I hope that this has helped you to understand the different types of diabetes that can occur. For more information on the prevalence of diabetes and also if you want to help to spread the correct message, then click the links below.
Diabetes Awareness Poster (print and share)
You can also follow me on twitter, instagram and facebook.
Thanks for stopping by friends
Amina xx
I am the mother of 5 kids with GCK-MODY and I can tell you that, in some cases there are symptoms. We have the “I’m thirsty, thirsty, thirsty”, constant trips to the bathroom or incontinence issues, massive mood swings, sweats, headaches/migraines (from going too low), growth, and digestive issues. We don’t really fit the stereotypical GCK-MODY case, but I think the issue is more the actual variant. There are other cases in the literature where this is also the case. Finding this was not incidental, but was due to my oldest daughter’s blanking out at school and starting to shout at friends because she was hyperglycemic. We have seen as high as 15.0 (270) and as low as 3.2 (58). At 3.2, my son was curled up in the fetal position screaming about the pain he was in. A handful of chocolate chips and he was okay 15 minutes later. At 12.5 he is lying on the floor telling me he doesn’t feel well and is so exhausted. I have some that forgo carbs at times because they make them feel poorly. My husband has the GCK variant. When he needs to eat, he needs to eat NOW – not two minutes from now. There is also newer research out that indicates a two fold higher miscarriage rate in GCK-MODY mothers as well as an animal study that indicates there could be autonomic function issues.

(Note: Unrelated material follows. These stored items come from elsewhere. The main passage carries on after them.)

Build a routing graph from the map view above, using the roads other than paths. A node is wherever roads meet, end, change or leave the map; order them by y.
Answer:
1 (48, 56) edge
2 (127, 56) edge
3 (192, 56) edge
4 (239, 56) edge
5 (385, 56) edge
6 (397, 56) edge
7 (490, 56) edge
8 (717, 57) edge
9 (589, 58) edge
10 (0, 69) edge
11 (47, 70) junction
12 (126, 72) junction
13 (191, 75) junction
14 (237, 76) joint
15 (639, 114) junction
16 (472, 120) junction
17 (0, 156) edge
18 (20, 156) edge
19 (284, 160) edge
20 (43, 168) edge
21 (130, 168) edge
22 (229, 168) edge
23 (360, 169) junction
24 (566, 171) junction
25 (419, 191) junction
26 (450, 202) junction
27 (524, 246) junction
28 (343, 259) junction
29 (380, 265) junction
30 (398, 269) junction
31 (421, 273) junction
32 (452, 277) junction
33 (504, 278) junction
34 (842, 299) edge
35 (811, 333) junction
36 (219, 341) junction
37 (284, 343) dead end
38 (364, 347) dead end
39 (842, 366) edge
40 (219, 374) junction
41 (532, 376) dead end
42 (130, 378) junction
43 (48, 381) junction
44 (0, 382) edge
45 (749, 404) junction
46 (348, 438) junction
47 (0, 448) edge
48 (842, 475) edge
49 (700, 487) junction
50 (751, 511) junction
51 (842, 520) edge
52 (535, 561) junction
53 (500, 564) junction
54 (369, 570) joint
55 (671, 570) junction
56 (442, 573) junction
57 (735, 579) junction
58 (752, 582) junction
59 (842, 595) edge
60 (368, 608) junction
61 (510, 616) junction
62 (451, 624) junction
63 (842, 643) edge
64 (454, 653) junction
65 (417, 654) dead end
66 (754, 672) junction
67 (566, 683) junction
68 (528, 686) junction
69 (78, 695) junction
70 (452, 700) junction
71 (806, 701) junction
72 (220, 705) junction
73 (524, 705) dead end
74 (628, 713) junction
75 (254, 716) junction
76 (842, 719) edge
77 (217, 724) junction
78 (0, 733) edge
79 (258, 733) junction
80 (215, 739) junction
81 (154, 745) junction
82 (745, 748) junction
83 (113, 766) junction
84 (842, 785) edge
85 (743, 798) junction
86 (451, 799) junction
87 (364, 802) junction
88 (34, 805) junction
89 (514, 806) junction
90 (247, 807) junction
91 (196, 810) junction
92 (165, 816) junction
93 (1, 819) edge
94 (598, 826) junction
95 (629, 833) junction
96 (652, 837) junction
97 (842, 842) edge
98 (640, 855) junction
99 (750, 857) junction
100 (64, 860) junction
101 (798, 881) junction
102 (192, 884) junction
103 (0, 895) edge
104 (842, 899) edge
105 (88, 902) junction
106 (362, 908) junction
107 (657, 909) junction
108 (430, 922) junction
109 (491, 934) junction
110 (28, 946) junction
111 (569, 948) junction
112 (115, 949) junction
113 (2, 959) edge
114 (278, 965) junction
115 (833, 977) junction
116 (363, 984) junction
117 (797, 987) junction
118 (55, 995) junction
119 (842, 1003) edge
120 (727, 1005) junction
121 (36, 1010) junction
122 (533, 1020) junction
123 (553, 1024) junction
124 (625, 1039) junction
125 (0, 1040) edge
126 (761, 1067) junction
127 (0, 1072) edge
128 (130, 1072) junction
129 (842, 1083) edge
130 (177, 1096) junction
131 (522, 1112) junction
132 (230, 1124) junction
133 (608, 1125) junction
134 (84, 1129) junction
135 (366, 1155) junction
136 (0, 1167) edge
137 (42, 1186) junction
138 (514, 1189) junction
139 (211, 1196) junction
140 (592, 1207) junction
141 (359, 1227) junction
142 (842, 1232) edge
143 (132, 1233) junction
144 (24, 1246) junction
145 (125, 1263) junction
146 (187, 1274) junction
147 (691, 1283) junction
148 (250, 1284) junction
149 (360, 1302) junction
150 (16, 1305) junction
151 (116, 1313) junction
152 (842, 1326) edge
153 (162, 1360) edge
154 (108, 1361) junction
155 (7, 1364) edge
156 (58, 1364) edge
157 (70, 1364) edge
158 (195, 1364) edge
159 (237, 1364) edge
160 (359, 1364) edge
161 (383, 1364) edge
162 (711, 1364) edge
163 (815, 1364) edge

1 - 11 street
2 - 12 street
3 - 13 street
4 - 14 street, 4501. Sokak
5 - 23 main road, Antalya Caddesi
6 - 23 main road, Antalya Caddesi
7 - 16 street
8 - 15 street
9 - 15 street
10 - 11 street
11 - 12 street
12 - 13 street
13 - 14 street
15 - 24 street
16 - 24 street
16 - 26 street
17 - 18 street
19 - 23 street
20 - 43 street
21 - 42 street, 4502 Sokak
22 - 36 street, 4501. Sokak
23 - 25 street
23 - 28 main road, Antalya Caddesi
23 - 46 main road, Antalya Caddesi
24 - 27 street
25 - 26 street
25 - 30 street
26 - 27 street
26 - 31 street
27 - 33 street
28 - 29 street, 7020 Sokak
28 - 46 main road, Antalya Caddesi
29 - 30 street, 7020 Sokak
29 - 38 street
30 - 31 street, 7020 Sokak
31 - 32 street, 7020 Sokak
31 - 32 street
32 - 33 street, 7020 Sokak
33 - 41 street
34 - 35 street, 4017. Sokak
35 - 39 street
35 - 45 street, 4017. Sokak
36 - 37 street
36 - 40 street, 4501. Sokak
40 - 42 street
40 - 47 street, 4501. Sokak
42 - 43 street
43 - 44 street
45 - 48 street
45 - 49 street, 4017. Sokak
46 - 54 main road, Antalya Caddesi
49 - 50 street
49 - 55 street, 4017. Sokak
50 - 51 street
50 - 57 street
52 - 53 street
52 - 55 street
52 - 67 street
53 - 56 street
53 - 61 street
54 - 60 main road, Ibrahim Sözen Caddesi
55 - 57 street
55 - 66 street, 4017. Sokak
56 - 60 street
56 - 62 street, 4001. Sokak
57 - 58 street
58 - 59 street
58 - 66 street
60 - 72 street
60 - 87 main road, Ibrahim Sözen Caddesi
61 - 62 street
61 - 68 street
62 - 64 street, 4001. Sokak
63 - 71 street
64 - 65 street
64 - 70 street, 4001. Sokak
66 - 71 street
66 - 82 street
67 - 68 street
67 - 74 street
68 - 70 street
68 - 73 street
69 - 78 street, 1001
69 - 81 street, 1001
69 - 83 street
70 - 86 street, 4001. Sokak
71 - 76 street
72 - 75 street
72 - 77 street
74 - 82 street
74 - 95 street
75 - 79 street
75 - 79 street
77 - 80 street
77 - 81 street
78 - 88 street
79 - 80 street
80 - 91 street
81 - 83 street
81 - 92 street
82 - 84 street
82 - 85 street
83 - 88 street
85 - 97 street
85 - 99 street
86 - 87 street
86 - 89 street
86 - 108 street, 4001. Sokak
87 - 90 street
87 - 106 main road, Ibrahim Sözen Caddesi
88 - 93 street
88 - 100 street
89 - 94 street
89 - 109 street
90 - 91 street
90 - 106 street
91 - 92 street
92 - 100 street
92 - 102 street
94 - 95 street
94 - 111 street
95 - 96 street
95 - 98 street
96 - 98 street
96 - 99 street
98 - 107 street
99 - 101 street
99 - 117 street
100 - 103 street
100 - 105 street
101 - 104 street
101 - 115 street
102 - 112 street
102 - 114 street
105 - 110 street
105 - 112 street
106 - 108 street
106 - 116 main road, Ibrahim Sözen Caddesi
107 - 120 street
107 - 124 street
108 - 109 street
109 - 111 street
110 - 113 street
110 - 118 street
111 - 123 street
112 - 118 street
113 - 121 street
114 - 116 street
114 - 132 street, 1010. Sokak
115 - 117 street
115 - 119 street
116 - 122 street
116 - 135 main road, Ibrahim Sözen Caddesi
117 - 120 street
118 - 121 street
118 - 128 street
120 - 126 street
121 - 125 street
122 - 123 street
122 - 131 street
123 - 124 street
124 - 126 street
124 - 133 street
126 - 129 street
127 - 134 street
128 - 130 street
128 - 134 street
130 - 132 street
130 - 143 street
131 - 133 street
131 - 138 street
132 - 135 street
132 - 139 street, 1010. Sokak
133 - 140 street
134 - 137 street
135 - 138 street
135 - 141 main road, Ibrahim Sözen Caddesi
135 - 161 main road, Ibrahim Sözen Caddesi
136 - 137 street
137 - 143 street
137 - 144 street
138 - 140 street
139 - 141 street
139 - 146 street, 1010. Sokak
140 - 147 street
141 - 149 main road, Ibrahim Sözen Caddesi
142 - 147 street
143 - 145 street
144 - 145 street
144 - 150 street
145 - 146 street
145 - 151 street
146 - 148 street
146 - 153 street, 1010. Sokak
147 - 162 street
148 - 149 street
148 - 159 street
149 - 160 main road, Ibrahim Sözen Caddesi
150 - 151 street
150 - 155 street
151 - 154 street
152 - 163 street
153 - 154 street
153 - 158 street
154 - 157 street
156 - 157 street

The reality is that without knowing how GCK acts in the brain and intestines as well as how each variant responds to environmental factors, GCK-MODY should not be seen as benign, but should be treated as a case by case basis. If I just had my more controlled GCK-MODY kids (the 8 year old and 10 year old and even they had issues this past winter), I might agree with the comment of no followup, but the reality is that I have three that do need followup, but it is done at the level of our family doctor and pediatrician because the local endo think it is not necessary. Meanwhile, the 12 year old has missed a lot of school due to issues with vomiting this year and the 16 year old has just gotten back into school after two years of chronic migraine. I now have results that indicated her average glucose level when she was really bad was her typical fasting level when she is healthy meaning she was spending way to much time too low for her body to handle – she didn’t die, but was pretty miserable and who knows the long term ramifications of it. And the 6 year old – he is having numbers that “don’t fit with what are expected from GCK-MODY”.